* [Exercise description]: As the answer, give a copy of each line below that includes the word "Sheridan".

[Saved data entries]

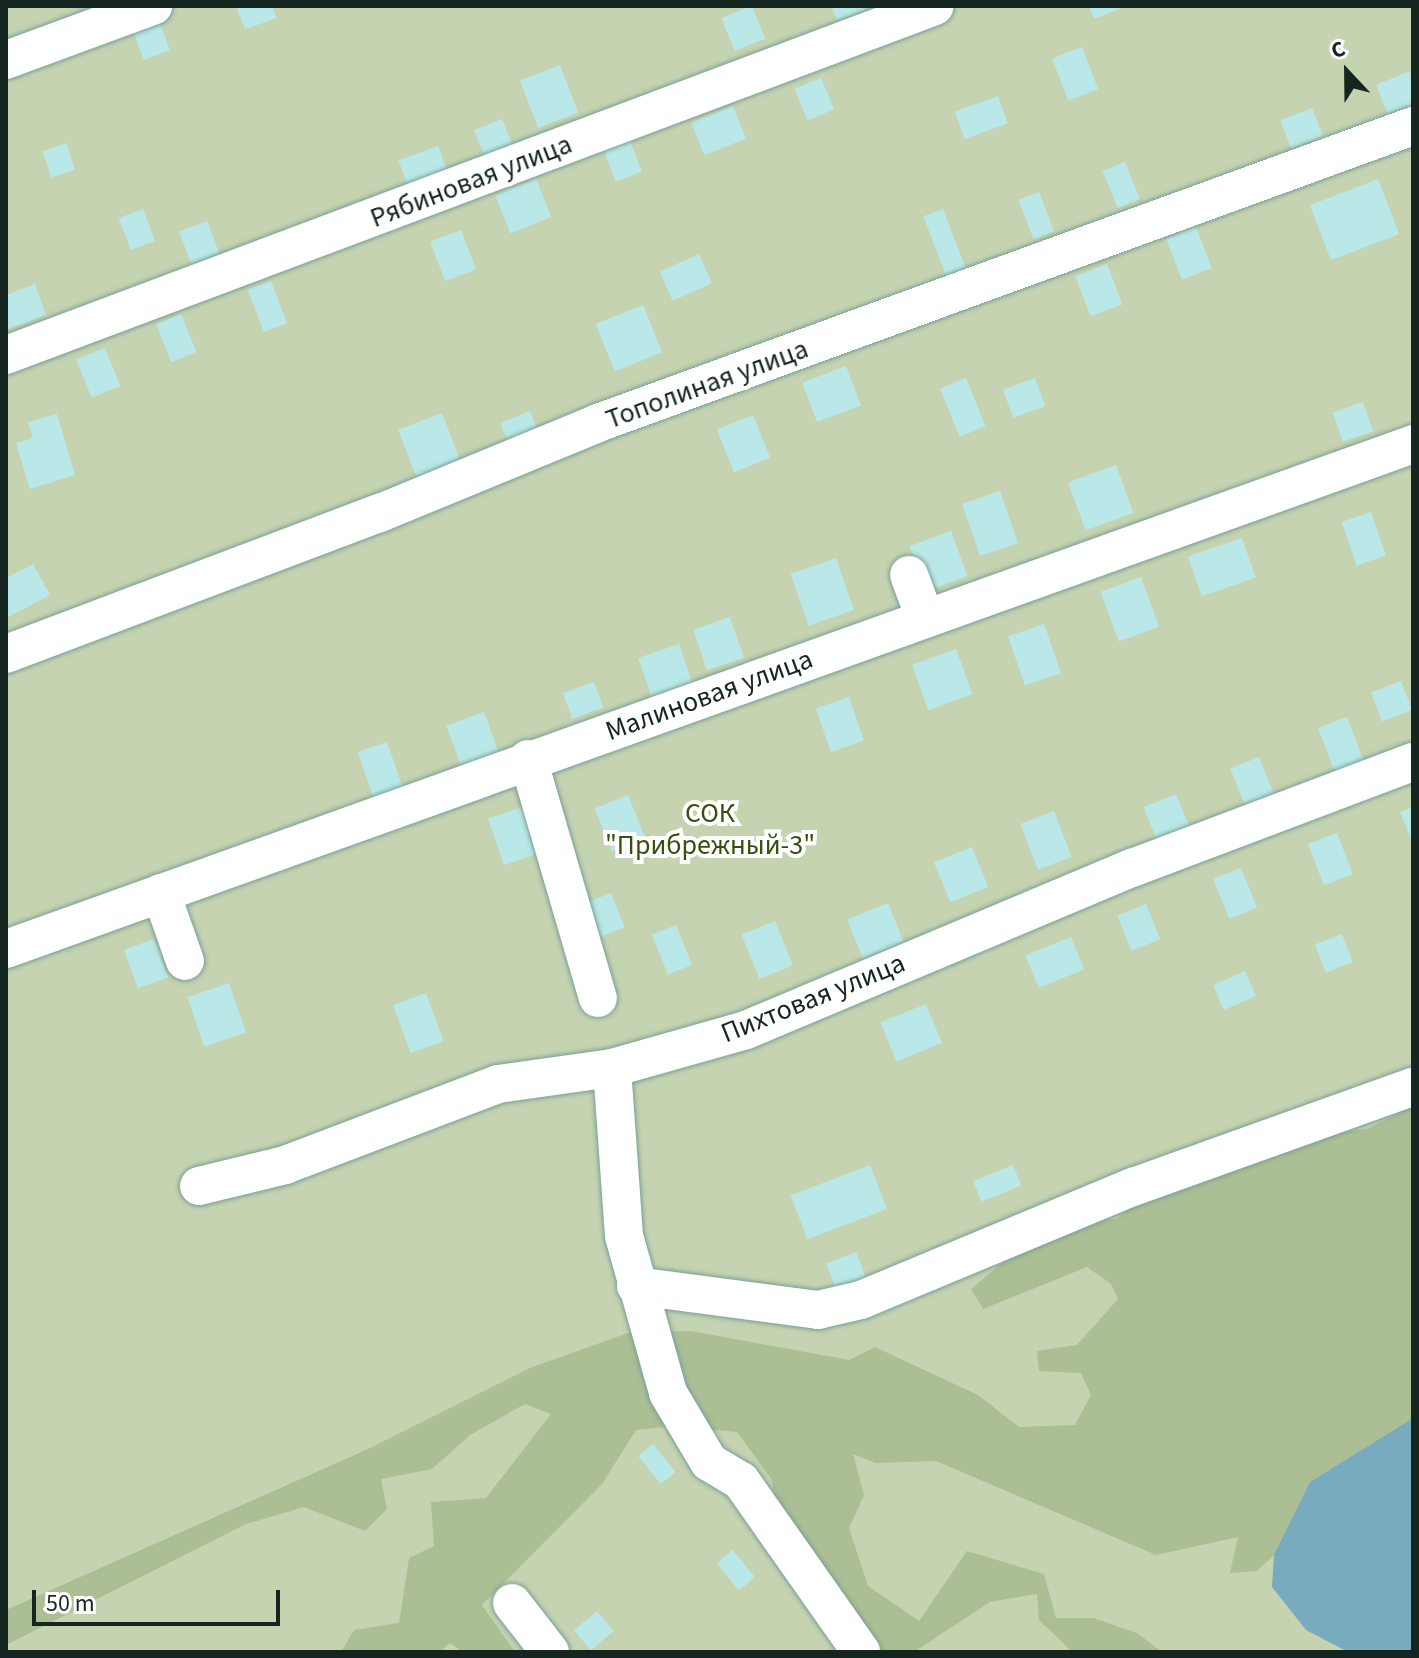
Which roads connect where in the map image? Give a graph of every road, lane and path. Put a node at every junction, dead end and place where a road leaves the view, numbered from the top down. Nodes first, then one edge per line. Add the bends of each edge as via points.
1 (153, 6) edge
2 (935, 6) edge
3 (6, 60) edge
4 (1413, 126) edge
5 (6, 355) edge
6 (1413, 444) edge
7 (909, 575) dead end
8 (925, 618) junction
9 (6, 654) edge
10 (528, 759) junction
11 (1413, 762) edge
12 (161, 893) junction
13 (6, 949) edge
14 (185, 961) dead end
15 (598, 998) dead end
16 (612, 1068) junction
17 (1413, 1087) edge
18 (199, 1186) dead end
19 (636, 1286) junction
20 (512, 1603) dead end
21 (550, 1652) edge
22 (861, 1652) edge

1 - 3 street
2 - 5 street, Рябиновая улица
4 - 9 street, Тополиная улица via 598,423 380,513
6 - 8 street, Малиновая улица
7 - 8 street
8 - 10 street, Малиновая улица
10 - 12 street, Малиновая улица
10 - 15 street
11 - 16 street, Пихтовая улица via 1132,868 746,1030
12 - 13 street, Малиновая улица
12 - 14 street
16 - 18 street, Пихтовая улица via 498,1084 285,1165
16 - 19 street via 624,1236
17 - 19 street via 1147,1181 861,1300 818,1310
19 - 22 street via 668,1393 709,1462 741,1481
20 - 21 street

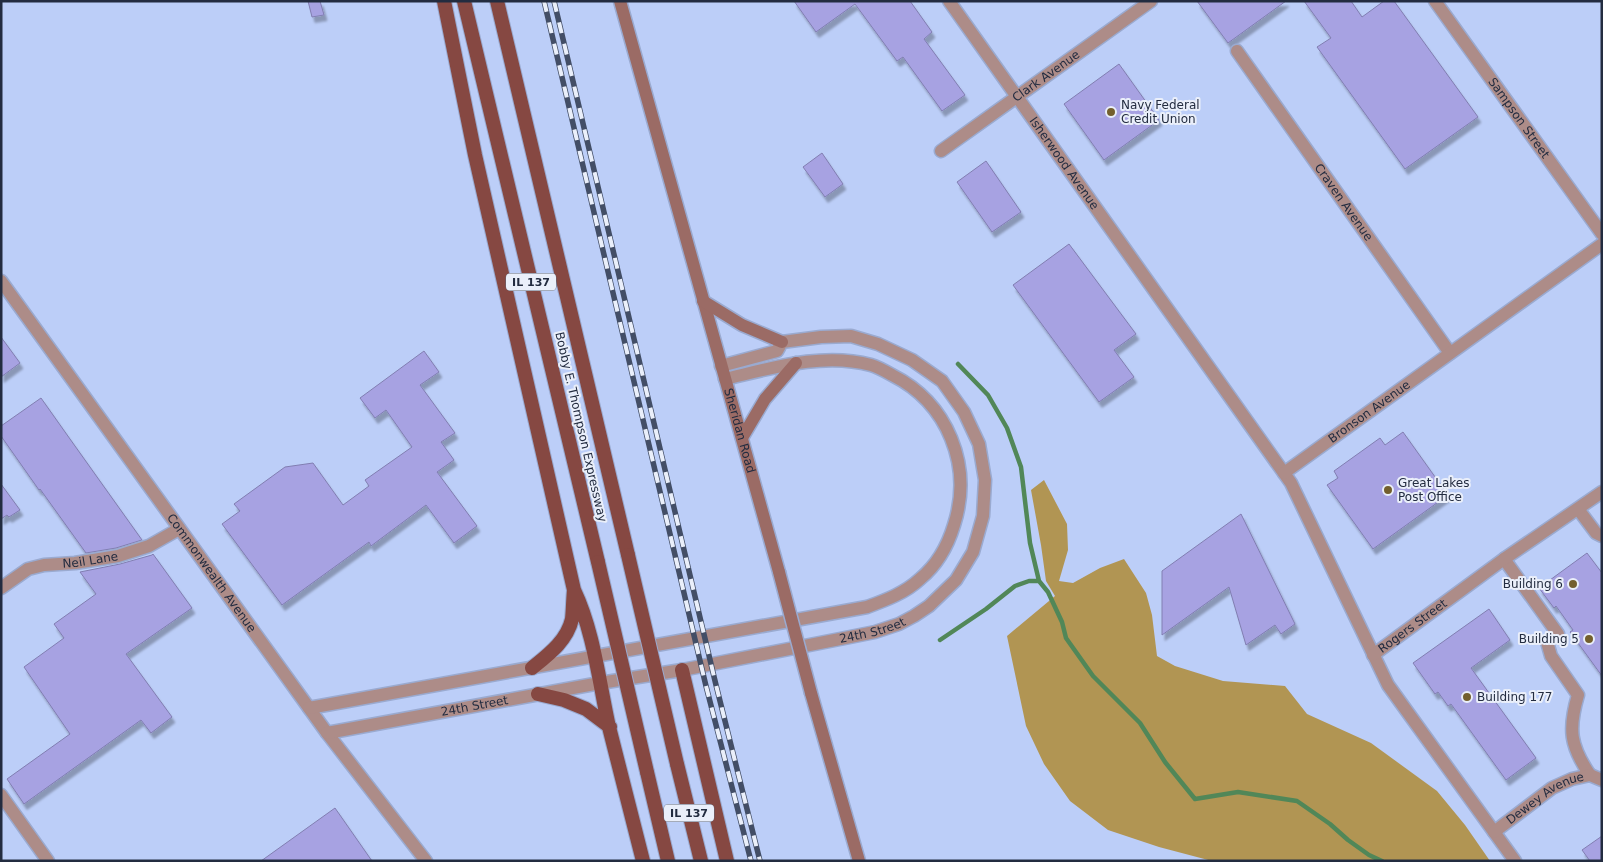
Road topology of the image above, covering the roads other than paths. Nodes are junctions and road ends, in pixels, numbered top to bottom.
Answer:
1 (444, 1) edge
2 (464, 1) edge
3 (497, 1) edge
4 (620, 1) edge
5 (949, 1) edge
6 (1151, 1) edge
7 (1435, 1) edge
8 (1237, 50) dead end
9 (1017, 97) junction
10 (942, 151) dead end
11 (1602, 234) edge
12 (1602, 244) edge
13 (1, 281) edge
14 (703, 301) junction
15 (782, 342) junction
16 (1450, 353) junction
17 (796, 363) junction
18 (722, 366) junction
19 (725, 379) junction
20 (742, 438) junction
21 (1284, 473) junction
22 (1602, 492) edge
23 (1578, 509) junction
24 (179, 529) junction
25 (1602, 536) edge
26 (1504, 559) junction
27 (1, 588) edge
28 (574, 590) junction
29 (1373, 655) junction
30 (595, 657) junction
31 (532, 668) junction
32 (682, 670) junction
33 (600, 683) junction
34 (538, 694) junction
35 (309, 708) junction
36 (610, 727) junction
37 (327, 733) junction
38 (1596, 778) edge
39 (1, 795) edge
40 (1494, 832) junction
41 (48, 861) edge
42 (426, 861) edge
43 (643, 861) edge
44 (668, 861) edge
45 (701, 861) edge
46 (727, 861) edge
47 (859, 861) edge
48 (1515, 861) edge

1 - 28 highway
2 - 44 highway, Bobby E. Thompson Expressway / IL 137, bridge
3 - 45 highway, Bobby E. Thompson Expressway / IL 137, bridge
4 - 14 main road, Sheridan Road
5 - 9 street, Isherwood Avenue
6 - 9 street, Clark Avenue
7 - 11 street, Sampson Street
8 - 16 street, Craven Avenue
9 - 10 street, Clark Avenue
9 - 21 street, Isherwood Avenue
12 - 16 street, Bronson Avenue
13 - 24 street, Commonwealth Avenue
14 - 15 main road
14 - 18 main road, Sheridan Road
15 - 18 street, 24th Street
15 - 32 street, 24th Street
16 - 21 street, Bronson Avenue
17 - 19 street, 24th Street
17 - 20 main road
17 - 30 street, 24th Street
18 - 19 main road, Sheridan Road
19 - 20 main road, Sheridan Road
20 - 47 main road, Sheridan Road, bridge
21 - 29 street
22 - 23 street, Rogers Street
23 - 25 street
23 - 26 street, Rogers Street
24 - 27 street, Neil Lane
24 - 35 street, Commonwealth Avenue
26 - 29 street, Rogers Street
26 - 38 street
28 - 30 highway
28 - 31 highway
29 - 40 street, Rogers Street
30 - 31 street, 24th Street
30 - 33 highway
31 - 35 street, 24th Street
32 - 33 street, 24th Street
32 - 46 highway
33 - 34 street, 24th Street
33 - 36 highway
34 - 36 highway
34 - 37 street, 24th Street
35 - 37 street, Commonwealth Avenue
36 - 43 highway
37 - 42 street, Commonwealth Avenue
38 - 40 street, Dewey Avenue
39 - 41 street
40 - 48 street, Rogers Street

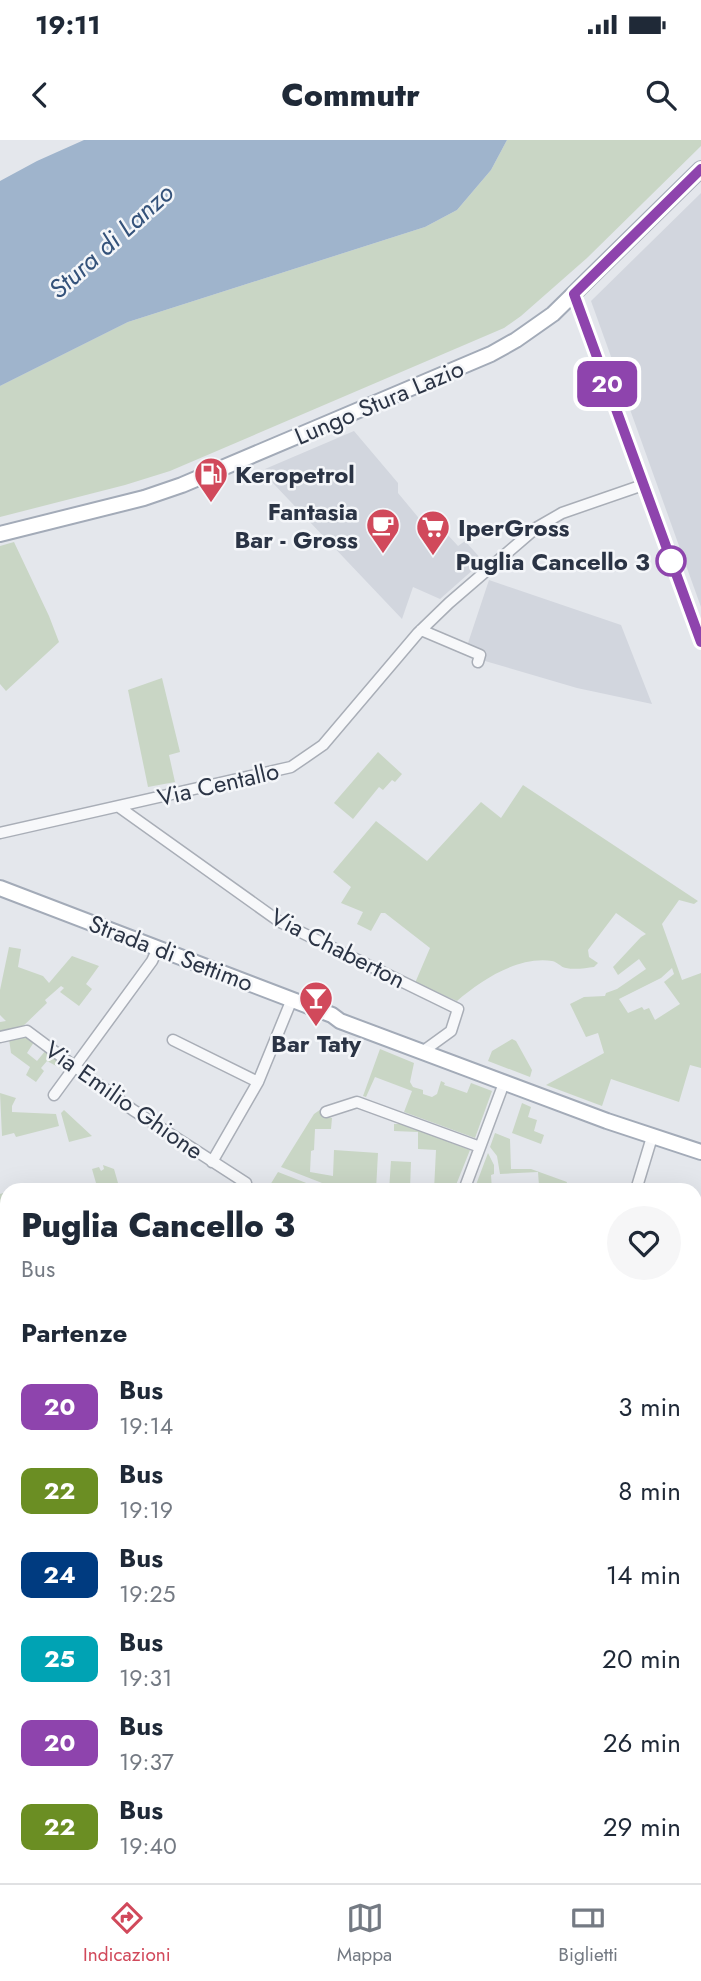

* [Reply]:
4 - 14 main road, Sheridan Road
14 - 18 main road, Sheridan Road
18 - 19 main road, Sheridan Road
19 - 20 main road, Sheridan Road
20 - 47 main road, Sheridan Road, bridge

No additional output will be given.